* Task input
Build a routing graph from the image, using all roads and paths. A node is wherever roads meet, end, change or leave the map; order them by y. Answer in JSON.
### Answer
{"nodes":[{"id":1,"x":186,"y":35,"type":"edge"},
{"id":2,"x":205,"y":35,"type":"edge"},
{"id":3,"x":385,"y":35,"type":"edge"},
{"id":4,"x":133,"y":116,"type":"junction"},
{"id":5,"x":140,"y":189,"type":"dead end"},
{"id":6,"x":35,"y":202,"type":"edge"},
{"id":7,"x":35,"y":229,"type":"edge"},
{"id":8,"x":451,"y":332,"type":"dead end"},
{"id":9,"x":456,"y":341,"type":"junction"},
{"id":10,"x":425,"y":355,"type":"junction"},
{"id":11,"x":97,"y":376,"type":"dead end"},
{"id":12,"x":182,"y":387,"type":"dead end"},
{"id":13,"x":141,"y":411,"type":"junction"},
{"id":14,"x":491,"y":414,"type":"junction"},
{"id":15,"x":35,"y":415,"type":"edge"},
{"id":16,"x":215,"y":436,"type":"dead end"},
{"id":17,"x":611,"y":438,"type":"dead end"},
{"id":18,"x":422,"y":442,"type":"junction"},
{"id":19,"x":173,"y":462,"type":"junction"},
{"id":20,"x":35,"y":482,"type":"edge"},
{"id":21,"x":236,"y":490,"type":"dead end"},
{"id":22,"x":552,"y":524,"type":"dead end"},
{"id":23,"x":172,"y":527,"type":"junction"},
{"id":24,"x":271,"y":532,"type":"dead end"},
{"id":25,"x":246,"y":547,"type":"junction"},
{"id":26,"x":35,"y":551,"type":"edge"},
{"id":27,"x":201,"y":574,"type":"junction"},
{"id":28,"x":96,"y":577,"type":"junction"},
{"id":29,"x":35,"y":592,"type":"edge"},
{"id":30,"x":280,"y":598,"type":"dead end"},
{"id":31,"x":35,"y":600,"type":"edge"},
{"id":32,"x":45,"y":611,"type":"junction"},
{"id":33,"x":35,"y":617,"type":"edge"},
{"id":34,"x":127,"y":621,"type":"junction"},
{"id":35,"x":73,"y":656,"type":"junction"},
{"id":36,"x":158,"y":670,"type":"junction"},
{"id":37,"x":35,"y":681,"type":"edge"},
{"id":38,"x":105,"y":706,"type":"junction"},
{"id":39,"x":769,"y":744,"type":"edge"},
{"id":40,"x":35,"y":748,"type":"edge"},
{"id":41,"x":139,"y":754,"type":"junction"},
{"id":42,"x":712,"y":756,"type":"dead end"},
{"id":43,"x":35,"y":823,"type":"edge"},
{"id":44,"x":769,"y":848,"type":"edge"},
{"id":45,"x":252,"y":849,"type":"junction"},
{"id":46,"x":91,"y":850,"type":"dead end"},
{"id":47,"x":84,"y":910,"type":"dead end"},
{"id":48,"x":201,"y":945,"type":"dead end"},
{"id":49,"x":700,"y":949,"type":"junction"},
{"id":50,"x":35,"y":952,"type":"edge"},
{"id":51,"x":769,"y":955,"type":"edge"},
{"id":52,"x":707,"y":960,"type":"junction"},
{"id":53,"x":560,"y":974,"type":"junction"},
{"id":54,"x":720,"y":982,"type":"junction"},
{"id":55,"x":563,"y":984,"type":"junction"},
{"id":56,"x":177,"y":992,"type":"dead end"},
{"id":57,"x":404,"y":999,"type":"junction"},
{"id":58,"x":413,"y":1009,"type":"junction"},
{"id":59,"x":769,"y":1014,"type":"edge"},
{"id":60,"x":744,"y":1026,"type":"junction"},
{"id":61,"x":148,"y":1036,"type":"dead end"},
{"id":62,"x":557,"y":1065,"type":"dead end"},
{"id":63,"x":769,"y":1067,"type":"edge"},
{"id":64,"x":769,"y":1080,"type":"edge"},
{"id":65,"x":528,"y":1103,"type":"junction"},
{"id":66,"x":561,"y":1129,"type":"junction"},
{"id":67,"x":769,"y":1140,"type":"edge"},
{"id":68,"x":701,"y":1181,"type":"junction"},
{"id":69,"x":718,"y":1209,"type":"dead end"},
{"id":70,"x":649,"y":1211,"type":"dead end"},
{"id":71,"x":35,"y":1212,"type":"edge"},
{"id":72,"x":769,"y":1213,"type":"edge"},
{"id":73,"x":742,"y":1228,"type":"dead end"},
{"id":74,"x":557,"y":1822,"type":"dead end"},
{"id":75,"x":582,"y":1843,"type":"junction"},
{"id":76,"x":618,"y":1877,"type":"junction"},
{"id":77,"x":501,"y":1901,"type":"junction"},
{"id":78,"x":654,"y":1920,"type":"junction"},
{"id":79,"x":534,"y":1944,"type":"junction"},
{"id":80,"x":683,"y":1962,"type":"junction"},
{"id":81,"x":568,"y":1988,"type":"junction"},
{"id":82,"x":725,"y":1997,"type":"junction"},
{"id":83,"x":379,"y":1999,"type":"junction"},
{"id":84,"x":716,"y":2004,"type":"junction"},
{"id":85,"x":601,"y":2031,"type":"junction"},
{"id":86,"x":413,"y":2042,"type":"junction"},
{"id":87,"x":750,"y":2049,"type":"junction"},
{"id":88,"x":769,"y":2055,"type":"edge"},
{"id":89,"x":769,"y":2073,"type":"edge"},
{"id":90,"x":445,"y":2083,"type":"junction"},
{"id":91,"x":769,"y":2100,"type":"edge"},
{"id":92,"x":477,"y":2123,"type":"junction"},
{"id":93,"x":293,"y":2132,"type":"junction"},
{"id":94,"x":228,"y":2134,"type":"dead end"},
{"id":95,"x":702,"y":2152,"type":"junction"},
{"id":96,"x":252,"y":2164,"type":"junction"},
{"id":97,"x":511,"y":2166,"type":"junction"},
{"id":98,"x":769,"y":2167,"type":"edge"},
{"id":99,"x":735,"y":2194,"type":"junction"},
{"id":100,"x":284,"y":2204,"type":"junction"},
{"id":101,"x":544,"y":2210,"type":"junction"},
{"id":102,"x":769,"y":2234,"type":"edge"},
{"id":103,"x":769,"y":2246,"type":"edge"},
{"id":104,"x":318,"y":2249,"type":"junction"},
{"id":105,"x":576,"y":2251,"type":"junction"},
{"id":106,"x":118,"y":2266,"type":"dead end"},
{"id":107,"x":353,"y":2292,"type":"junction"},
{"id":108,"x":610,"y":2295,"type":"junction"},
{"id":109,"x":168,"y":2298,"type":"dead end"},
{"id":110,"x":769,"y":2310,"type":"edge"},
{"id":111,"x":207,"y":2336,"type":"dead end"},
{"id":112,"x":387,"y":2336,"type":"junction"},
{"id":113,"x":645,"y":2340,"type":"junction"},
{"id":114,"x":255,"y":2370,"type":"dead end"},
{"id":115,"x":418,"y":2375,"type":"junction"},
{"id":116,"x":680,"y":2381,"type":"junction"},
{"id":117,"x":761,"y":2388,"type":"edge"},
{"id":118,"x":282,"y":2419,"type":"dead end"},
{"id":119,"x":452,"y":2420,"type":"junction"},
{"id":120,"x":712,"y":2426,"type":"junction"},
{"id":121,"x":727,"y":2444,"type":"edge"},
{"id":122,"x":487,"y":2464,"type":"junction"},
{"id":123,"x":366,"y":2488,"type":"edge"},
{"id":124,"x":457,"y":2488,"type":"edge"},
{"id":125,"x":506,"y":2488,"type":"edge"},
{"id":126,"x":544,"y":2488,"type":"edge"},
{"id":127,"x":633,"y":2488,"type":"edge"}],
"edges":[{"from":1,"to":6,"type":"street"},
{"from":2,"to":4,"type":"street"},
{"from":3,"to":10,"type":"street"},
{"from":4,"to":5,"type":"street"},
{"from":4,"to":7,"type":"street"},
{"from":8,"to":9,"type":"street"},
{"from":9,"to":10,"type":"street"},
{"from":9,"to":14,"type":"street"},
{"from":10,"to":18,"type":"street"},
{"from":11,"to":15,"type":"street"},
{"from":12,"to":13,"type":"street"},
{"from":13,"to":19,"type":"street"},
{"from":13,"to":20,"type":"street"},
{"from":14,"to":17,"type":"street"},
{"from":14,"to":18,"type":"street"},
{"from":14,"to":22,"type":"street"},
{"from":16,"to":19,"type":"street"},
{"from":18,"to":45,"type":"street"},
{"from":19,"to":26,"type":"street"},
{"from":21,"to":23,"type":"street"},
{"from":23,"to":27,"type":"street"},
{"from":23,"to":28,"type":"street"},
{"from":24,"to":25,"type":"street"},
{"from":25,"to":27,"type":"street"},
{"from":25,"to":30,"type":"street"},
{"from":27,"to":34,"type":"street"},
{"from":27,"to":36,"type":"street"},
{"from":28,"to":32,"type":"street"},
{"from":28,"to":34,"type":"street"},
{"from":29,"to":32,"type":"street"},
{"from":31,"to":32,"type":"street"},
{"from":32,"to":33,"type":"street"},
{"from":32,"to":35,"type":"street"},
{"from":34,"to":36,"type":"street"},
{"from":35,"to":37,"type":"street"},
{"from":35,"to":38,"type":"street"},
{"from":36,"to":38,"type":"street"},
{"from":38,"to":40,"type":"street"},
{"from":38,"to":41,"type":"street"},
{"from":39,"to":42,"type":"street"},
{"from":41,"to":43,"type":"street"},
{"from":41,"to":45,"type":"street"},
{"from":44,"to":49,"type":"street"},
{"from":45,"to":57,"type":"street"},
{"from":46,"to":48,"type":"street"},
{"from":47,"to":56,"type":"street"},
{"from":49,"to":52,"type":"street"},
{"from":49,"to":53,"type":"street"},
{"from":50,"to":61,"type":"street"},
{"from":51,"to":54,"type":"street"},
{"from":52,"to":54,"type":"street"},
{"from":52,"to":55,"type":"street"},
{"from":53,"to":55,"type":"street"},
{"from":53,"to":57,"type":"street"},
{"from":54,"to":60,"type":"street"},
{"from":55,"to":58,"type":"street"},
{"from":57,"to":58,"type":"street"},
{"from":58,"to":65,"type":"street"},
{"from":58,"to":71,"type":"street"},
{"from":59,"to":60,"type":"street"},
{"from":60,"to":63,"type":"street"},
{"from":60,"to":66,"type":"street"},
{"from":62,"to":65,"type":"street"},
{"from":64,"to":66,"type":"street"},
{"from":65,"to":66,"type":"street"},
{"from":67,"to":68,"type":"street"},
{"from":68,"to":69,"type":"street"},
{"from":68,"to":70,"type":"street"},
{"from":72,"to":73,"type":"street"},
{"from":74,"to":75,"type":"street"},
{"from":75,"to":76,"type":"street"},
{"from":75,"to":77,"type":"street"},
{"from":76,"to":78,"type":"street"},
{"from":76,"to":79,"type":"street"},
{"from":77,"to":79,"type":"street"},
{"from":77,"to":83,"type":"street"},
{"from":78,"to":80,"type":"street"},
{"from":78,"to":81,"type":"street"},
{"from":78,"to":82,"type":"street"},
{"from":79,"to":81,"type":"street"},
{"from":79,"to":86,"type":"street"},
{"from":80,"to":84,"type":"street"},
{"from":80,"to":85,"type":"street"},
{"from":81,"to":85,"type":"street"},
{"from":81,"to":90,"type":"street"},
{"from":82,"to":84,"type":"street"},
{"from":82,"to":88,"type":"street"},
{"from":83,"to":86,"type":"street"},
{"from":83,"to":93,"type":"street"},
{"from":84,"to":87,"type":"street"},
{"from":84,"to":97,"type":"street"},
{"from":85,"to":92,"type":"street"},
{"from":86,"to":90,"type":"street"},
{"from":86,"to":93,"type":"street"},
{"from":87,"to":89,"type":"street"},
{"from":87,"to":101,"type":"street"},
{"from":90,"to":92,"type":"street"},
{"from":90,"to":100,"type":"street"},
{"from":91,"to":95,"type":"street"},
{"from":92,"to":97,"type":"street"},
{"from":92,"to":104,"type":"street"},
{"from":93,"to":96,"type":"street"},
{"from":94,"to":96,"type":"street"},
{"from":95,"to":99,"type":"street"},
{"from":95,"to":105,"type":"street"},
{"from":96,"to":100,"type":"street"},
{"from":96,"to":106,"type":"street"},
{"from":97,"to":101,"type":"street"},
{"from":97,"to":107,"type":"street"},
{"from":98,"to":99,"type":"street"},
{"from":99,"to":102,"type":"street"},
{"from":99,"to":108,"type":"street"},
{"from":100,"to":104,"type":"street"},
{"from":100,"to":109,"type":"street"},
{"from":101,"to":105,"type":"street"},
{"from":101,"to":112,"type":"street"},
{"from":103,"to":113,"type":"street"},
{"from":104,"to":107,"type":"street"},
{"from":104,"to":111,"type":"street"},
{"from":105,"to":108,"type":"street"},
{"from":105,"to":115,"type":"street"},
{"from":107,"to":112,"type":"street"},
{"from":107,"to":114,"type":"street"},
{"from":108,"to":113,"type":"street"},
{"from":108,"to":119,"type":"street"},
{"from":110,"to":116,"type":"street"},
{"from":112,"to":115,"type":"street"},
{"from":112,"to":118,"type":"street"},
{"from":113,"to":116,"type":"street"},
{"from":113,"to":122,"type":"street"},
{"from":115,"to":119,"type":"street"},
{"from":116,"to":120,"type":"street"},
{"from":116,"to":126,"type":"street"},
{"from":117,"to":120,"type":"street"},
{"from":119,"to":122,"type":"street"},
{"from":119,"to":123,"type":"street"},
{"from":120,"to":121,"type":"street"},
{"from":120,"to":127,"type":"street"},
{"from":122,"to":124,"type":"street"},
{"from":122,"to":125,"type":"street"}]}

* What the task requires
If a line in the entries above contains "Answer", report it.

* Completed exercise
Build a routing graph from the image, using all roads and paths. A node is wherever roads meet, end, change or leave the map; order them by y. Answer in JSON.
### Answer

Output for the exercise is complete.